Eskom reported its first full-year profit in eight years, posting a profit before tax of R23.9 billion for the financial year ending March 31, 2025.
Cassim said as Eskom is about three notches below investment grade, there was hope that by the end of this financial year, the utility could get at least one upgrade following the release of the results.
"Thereafter, we hope to go to the capital markets in 18 months to 2 years time and that window allows us to get another adjustment," he said.
"We think in 2-and-a-half years we can look to get two upgrades, then we will basically be left with one short. And then maybe with one uplift from where the sovereign is, we could get there. But it's all based on the continued financial performance, the financial stability."
Agnes Mlambo, Eskom acting group executive for distribution, said the entity was trying the collaboration approach with municipalities though there were tougher options, including approaching the courts to revoke distribution licences for defaulting municipalities.
"On the first level is to try and collect. The second level is the National Treasury debt relief. We are now at a stage where we are pursuing, and aggressively so, thanks to the support of the minister and Parliament on the Distribution Agency Agreements (DAA)," Mlambo said.

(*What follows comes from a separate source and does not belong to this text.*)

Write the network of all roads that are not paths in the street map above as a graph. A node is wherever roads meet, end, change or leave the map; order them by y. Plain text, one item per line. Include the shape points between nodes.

"If that does fail, our next level is to follow the cutting off process in terms of the disconnection, and the last resort is revoking, asking the courts to revoke the electricity licence. Of course, that is a last resort because we intend to make the industry work."
Eskom Group CEO Dan Marokane said the utility's engagement with National Treasury and the South African Local Government Authority (Salga) over the past eight months had yielded the intervention announced by Minister for Finance, Enoch Godongwana, in the Medium-Term Budget Policy Statement (MTBPS) last week.

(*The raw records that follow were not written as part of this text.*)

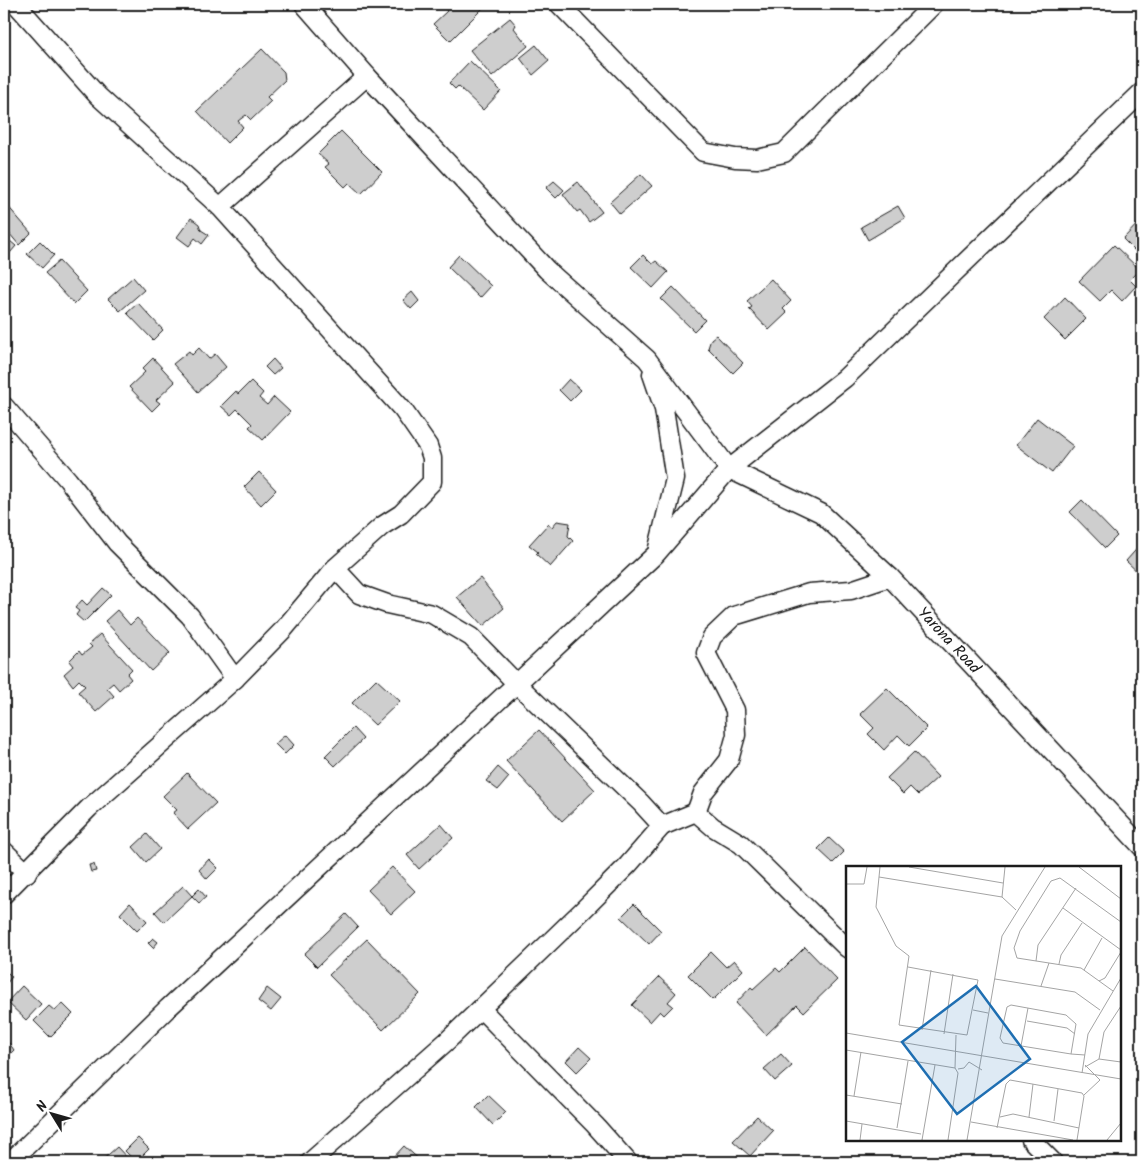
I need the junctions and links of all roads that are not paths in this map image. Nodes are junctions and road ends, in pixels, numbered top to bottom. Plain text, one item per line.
1 (16, 4) edge
2 (304, 4) edge
3 (559, 4) edge
4 (934, 4) edge
5 (367, 76) junction
6 (1142, 92) edge
7 (220, 207) junction
8 (647, 359) junction
9 (4, 406) edge
10 (729, 469) junction
11 (656, 554) junction
12 (336, 568) junction
13 (890, 577) junction
14 (235, 679) junction
15 (516, 683) junction
16 (696, 812) junction
17 (662, 826) junction
18 (1142, 848) edge
19 (4, 851) edge
20 (26, 872) junction
21 (4, 894) edge
22 (846, 947) edge
23 (481, 1008) junction
24 (1032, 1141) edge
25 (10, 1162) edge
26 (310, 1162) edge
27 (628, 1162) edge
28 (1053, 1162) edge

1 - 7 street
2 - 5 street
3 - 4 street
5 - 7 street
5 - 8 street
6 - 10 street
7 - 12 street
8 - 10 street
8 - 11 street
9 - 14 street
10 - 11 street
10 - 13 street, Yarona Road
11 - 15 street
12 - 14 street
12 - 15 street
13 - 16 street
13 - 18 street, Yarona Road
14 - 20 street
15 - 17 street
15 - 25 street
16 - 17 street
16 - 22 street
17 - 23 street
19 - 20 street
20 - 21 street
23 - 26 street
23 - 27 street
24 - 28 street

"The DAA has been a collaborative effort in bringing it to this point. We will figure it out. We will refine some elements of it to make sure that we have other stakeholders taking it on. It is an interim solution for us to reduce the growth in the level of municipal debt, but it is not the ultimate solution," Marokane said.
"That will come with fundamental restructuring of the municipal debt set up from an electricity distribution point of view to ensure they are viable. But in the meantime, we have pressure in arresting the increase."

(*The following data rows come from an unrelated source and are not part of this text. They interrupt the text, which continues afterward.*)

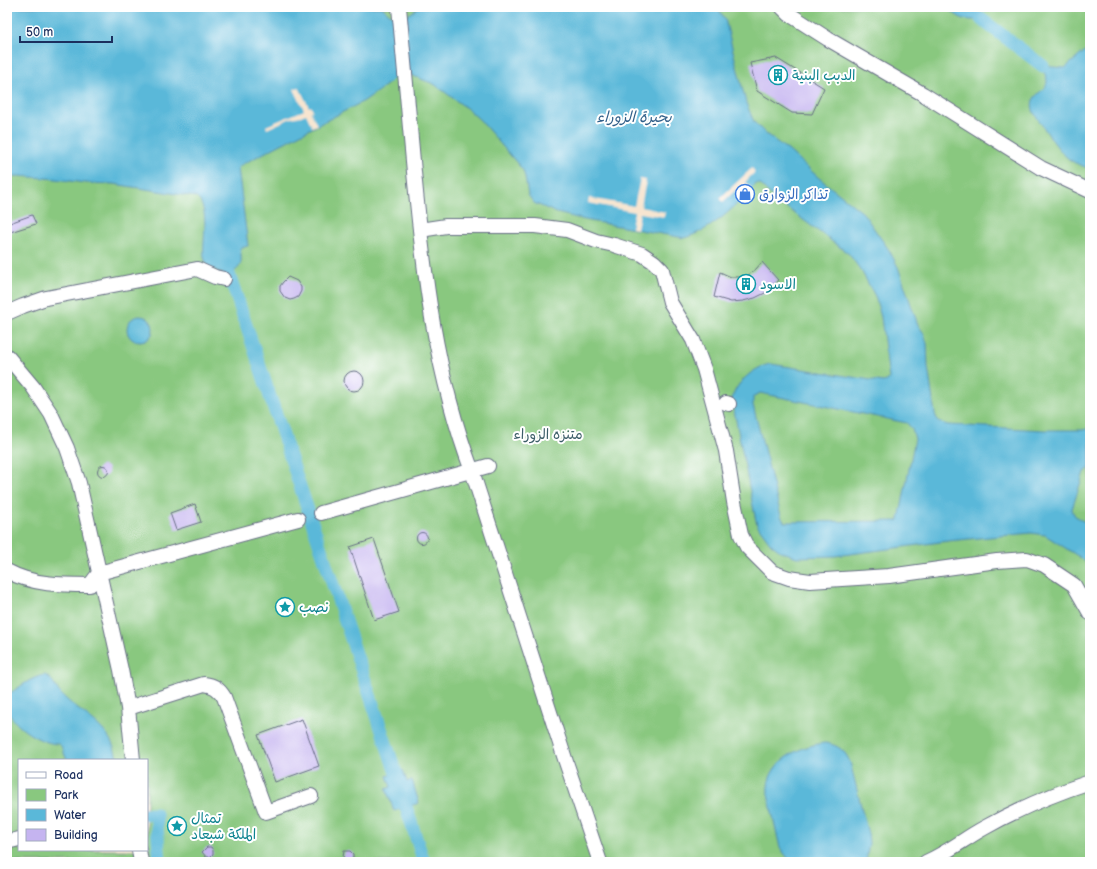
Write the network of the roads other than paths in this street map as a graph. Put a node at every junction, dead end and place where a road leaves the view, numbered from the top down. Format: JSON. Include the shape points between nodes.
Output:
{"nodes":[{"id":1,"x":399,"y":7,"type":"edge"},
{"id":2,"x":782,"y":7,"type":"edge"},
{"id":3,"x":1090,"y":191,"type":"edge"},
{"id":4,"x":420,"y":230,"type":"junction"},
{"id":5,"x":224,"y":279,"type":"dead end"},
{"id":6,"x":7,"y":314,"type":"edge"},
{"id":7,"x":7,"y":356,"type":"edge"},
{"id":8,"x":488,"y":466,"type":"dead end"},
{"id":9,"x":472,"y":471,"type":"junction"},
{"id":10,"x":321,"y":512,"type":"dead end"},
{"id":11,"x":298,"y":519,"type":"dead end"},
{"id":12,"x":7,"y":571,"type":"edge"},
{"id":13,"x":99,"y":573,"type":"junction"},
{"id":14,"x":1090,"y":613,"type":"edge"},
{"id":15,"x":128,"y":708,"type":"junction"},
{"id":16,"x":133,"y":759,"type":"edge"},
{"id":17,"x":1090,"y":782,"type":"edge"},
{"id":18,"x":311,"y":796,"type":"dead end"},
{"id":19,"x":18,"y":839,"type":"edge"},
{"id":20,"x":7,"y":842,"type":"edge"},
{"id":21,"x":139,"y":851,"type":"edge"},
{"id":22,"x":141,"y":862,"type":"edge"},
{"id":23,"x":600,"y":862,"type":"edge"},
{"id":24,"x":926,"y":862,"type":"edge"}],
"edges":[{"from":1,"to":4,"type":"street"},
{"from":2,"to":3,"type":"street","via":[[828,39],[923,94],[1041,168]]},
{"from":4,"to":9,"type":"street","via":[[436,346],[449,400]]},
{"from":4,"to":14,"type":"street","via":[[446,226],[535,226],[567,230],[642,254],[654,262],[662,270],[670,302],[693,340],[704,369],[726,451],[741,535],[747,546],[772,572],[810,581],[889,576],[997,561],[1027,560],[1044,565],[1074,586]]},
{"from":5,"to":6,"type":"street","via":[[197,270],[46,298]]},
{"from":7,"to":13,"type":"street","via":[[42,400],[66,443],[79,483]]},
{"from":8,"to":9,"type":"street"},
{"from":9,"to":10,"type":"street"},
{"from":9,"to":23,"type":"street"},
{"from":11,"to":13,"type":"street"},
{"from":12,"to":13,"type":"street","via":[[30,580],[64,585],[90,585]]},
{"from":13,"to":15,"type":"street"},
{"from":15,"to":16,"type":"street"},
{"from":15,"to":18,"type":"street","via":[[204,684],[216,687],[224,697],[266,812]]},
{"from":17,"to":24,"type":"street","via":[[1043,798],[982,829]]},
{"from":19,"to":20,"type":"street"},
{"from":21,"to":22,"type":"street"}]}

Meanwhile, Eskom's chief technology and informations officer, Len de Villiers, confirmed that Eskom was in the process of acquiring a digital procurement system for all its purchases requirements and would issue a Request For Proposal (RFP) by next month.
"We are now going to market in December with an RFP to assist us in conclusion on the final solution or a digital procurement solution, and we hope to go through the analysis for a new system by January 2026," he said.
"Then [we will] select the bidder to help us with the deployment of a system to cover all the digital procurement process, from the start of the process right to the completion and execution of orders."